Just purchased my first vintage cruiser to work on and I'm super excited! I have a few questions though about what you would prioritize!

Surface rust and getting the headlight to function will be my first piece of business, but what do you think I should do with the seat? It was replaced and I am not a fan of the way it looks. I want to mimic as best I can what the seat would have looked like at the time of production. 

What else would you work on?


----------



## New Mexico Brant (Apr 5, 2020)

Nice!  Congratulations, you did well.


----------



## Archie Sturmer (Apr 5, 2020)

Nice; and looks fairly complete with respect to parts and accessories; and in great condition for a 50+ year old bike.
I would likely swap the added Wald basket to another more plain looking grocery getter bicycle.  The red bike would be for just showing off. 

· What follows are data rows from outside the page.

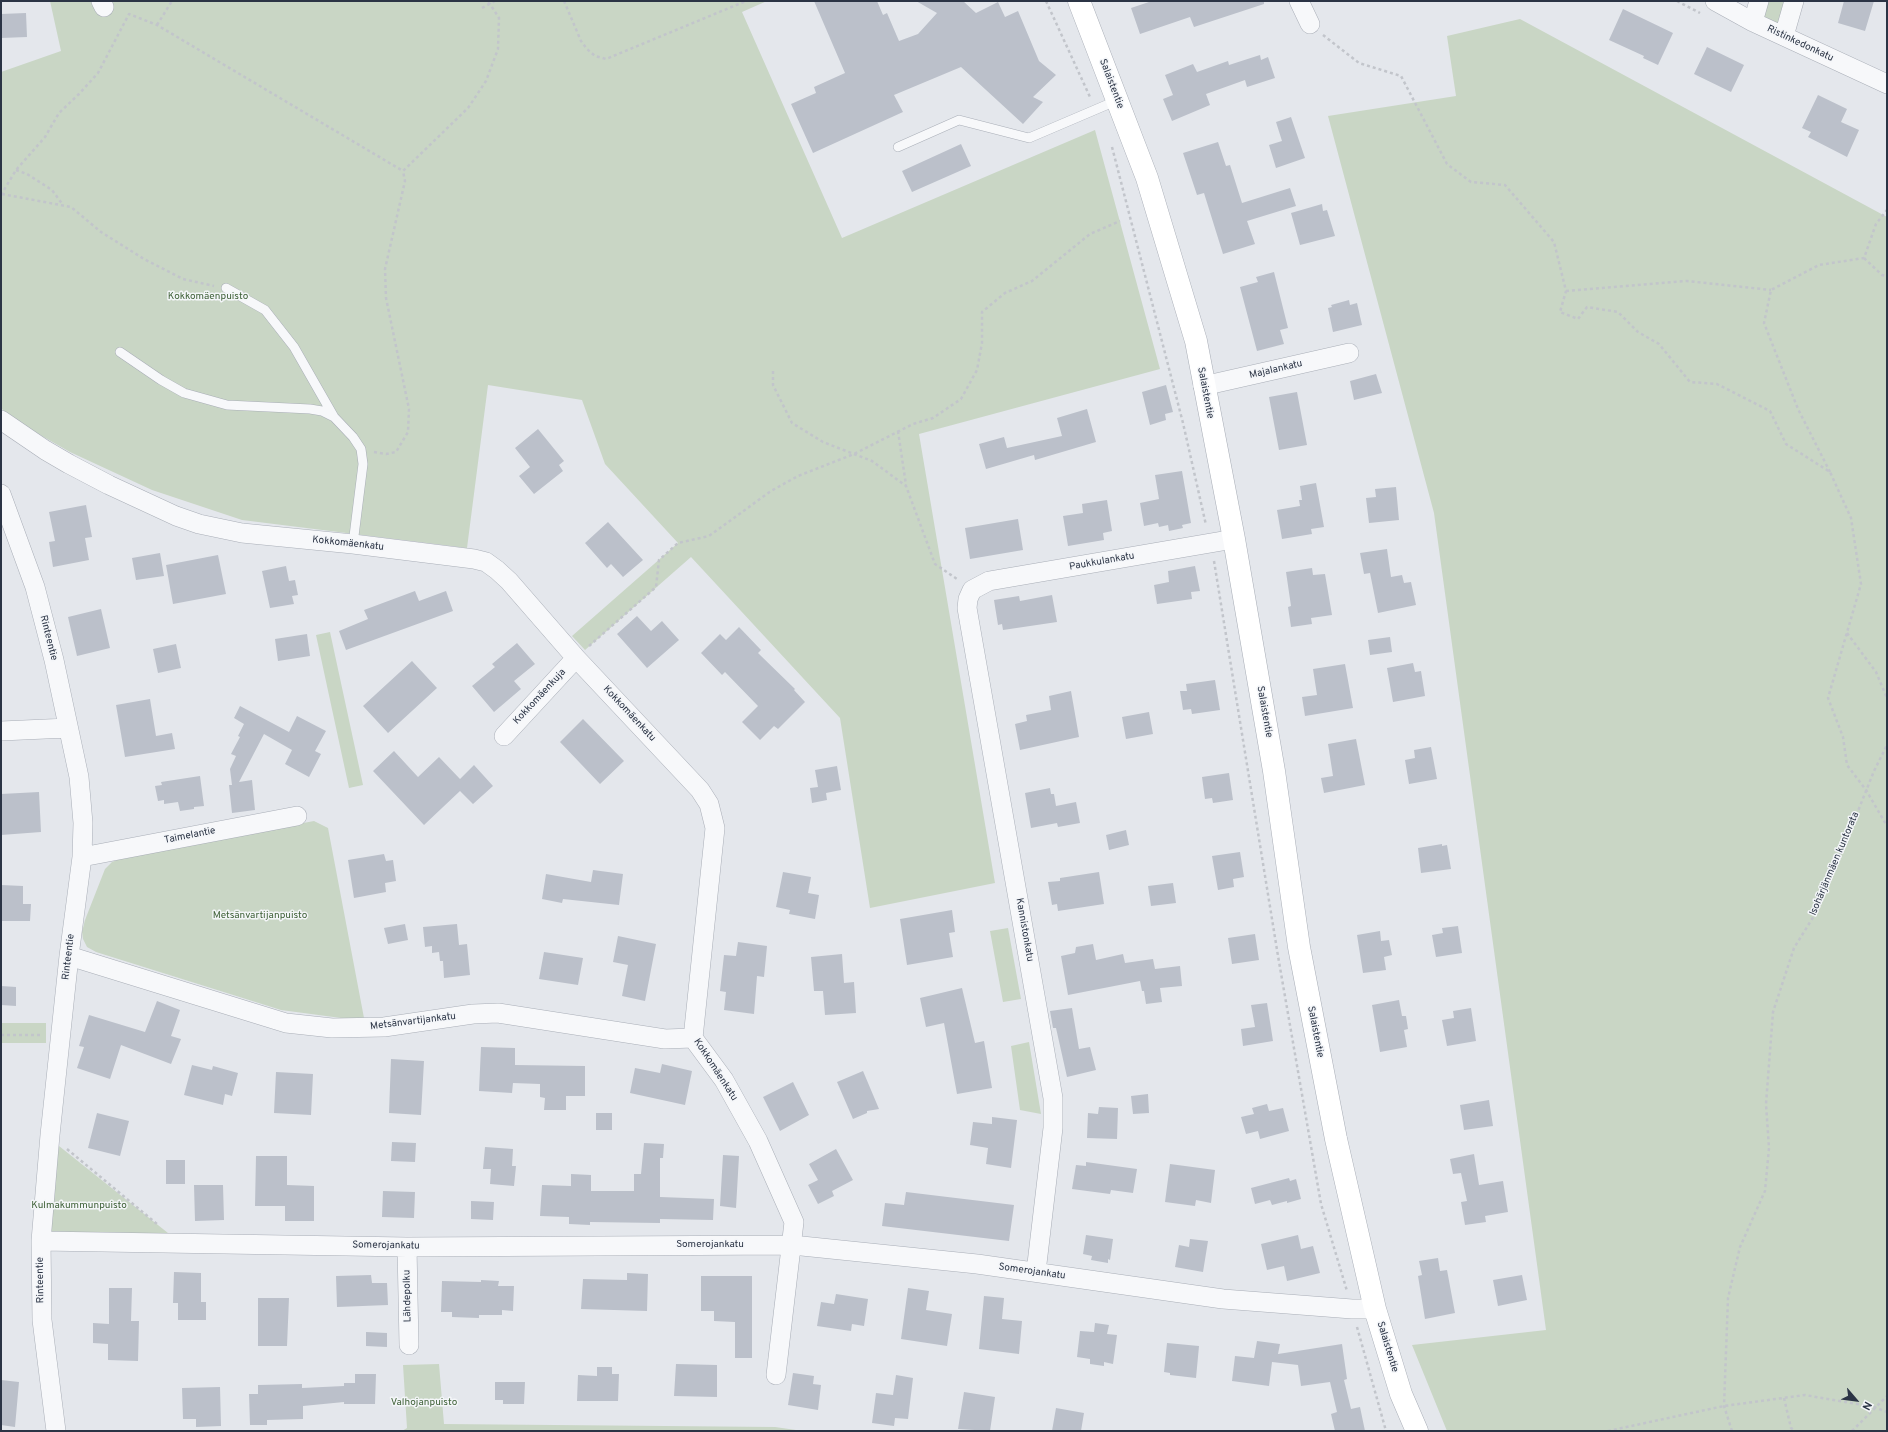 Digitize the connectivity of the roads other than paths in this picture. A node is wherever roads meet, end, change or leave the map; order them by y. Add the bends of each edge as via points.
1 (1079, 1) edge
2 (1299, 1) edge
3 (1715, 1) edge
4 (1759, 1) edge
5 (1794, 1) edge
6 (1753, 22) junction
7 (1310, 24) road end
8 (1784, 36) junction
9 (1887, 84) edge
10 (1118, 100) junction
11 (898, 147) dead end
12 (226, 288) road end
13 (120, 352) dead end
14 (1349, 353) dead end
15 (1203, 386) junction
16 (334, 417) junction
17 (1, 420) edge
18 (1, 494) edge
19 (1234, 539) junction
20 (353, 544) junction
21 (972, 590) joint
22 (576, 658) junction
23 (68, 728) junction
24 (1, 731) edge
25 (504, 736) dead end
26 (297, 816) dead end
27 (82, 856) junction
28 (69, 956) junction
29 (693, 1038) junction
30 (41, 1241) junction
31 (792, 1245) junction
32 (407, 1247) junction
33 (1036, 1272) junction
34 (1375, 1309) junction
35 (409, 1345) dead end
36 (776, 1375) dead end
37 (56, 1431) edge
38 (1417, 1431) edge

1 - 10 street, Salaistentie
2 - 7 street
3 - 6 street, Ristinkedonkatu
4 - 6 street
5 - 8 street
6 - 8 street, Ristinkedonkatu
8 - 9 street, Ristinkedonkatu
10 - 11 lane via 1029,138 959,120
10 - 15 street, Salaistentie via 1147,178 1196,341
12 - 16 lane via 265,310 294,347
13 - 16 lane via 184,393 227,405 310,409
14 - 15 street, Majalankatu
15 - 19 street, Salaistentie
16 - 20 lane via 361,449 362,464
17 - 20 street, Kokkomäenkatu via 68,464 199,524 242,534
18 - 23 street, Rinteentie via 35,587
19 - 21 street, Paukkulankatu via 989,581
19 - 34 street, Salaistentie via 1274,771 1299,947 1336,1139
20 - 22 street, Kokkomäenkatu via 486,562 509,581
21 - 33 street, Kannistonkatu via 967,608 1053,1098 1053,1128
22 - 25 street, Kokkomäenkuja
22 - 29 street, Kokkomäenkatu via 700,790 709,804 715,822
23 - 24 street
23 - 27 street, Rinteentie via 79,777 83,823
26 - 27 street, Taimelantie
27 - 28 street, Rinteentie
28 - 29 street, Metsänvartijankatu via 286,1023 332,1028 384,1027 473,1014 498,1013 665,1039
28 - 30 street, Rinteentie
29 - 31 street, Kokkomäenkatu via 724,1080 758,1141 794,1222
30 - 32 street, Somerojankatu
30 - 37 street, Rinteentie via 42,1320
31 - 32 street, Somerojankatu
31 - 33 street, Somerojankatu via 893,1254
31 - 36 street, Kokkomäenkatu
32 - 35 street, Lähdepolku
33 - 34 street, Somerojankatu via 1223,1299
34 - 38 street, Salaistentie via 1401,1394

Agree that the funky seats in those days were also not heavy weight, but may have been original to 1960s bikes. 
Also, agree with the *Huffman *make, as indicated in the other thread.


----------



## Rides4Fun (Apr 5, 2020)

Nice bike that you picked up!  Hope that you will post some more photos as you work on the project.  As far as the seat, I would think about posting an add in the want add section of the forum to see if someone may be able to help out.


----------



## JLF (Apr 5, 2020)

Good looking project, congratulations!


----------



## GTs58 (Apr 5, 2020)

If you plan on riding this then I would suggest a seat like this that has more spring that can carry more than a 90# kid. 









						Vintage Schwinn Cruiser Bicycle Black Mesinger Seat Saddle #2  | eBay
					

<p>Vintage Mesinger Black Seat Saddle Schwinn Cruiser. Condition is Used in very nice condition. Beautiful cover in good condition with a few scuffs. Great rider seat; very sturdy, should last another 50 years! Underside was cleaned and painted a while back. Shipped with USPS Priority mail.</p>



					rover.ebay.com


----------



## rustNspokes (Apr 5, 2020)

That red/white seat might be correct depending on the year, but I would agree that you probably want something more comfortable for a rider.


----------



## ThePreacherMan (Apr 5, 2020)

rustNspokes said:


> That red/white seat might be correct depending on the year, but I would agree that you probably want something more comfortable for a rider.



It is hard to see in the pics, but it's a newer weird fabric cut that is definitely an attempt to match the colors of the bike but not quite


----------



## GTs58 (Apr 5, 2020)

ThePreacherMan said:


> It is hard to see in the pics, but it's a newer weird fabric cut that is definitely an attempt to match the colors of the bike but not quite




I'm not up to speed on this make and model but I'm thinking that seat is original and common these and on the Murray built bikes.


----------



## Sven (Apr 5, 2020)

Nice score!


----------



## ThePreacherMan (Apr 5, 2020)

GTs58 said:


> I'm not up to speed on this make and model but I'm thinking that seat is original and common these and on the Murray built bikes.
> 
> View attachment 1168384



Oh wow! It just looks....out of place for some reason, maybe because it hasn't faded as much as the paint job


----------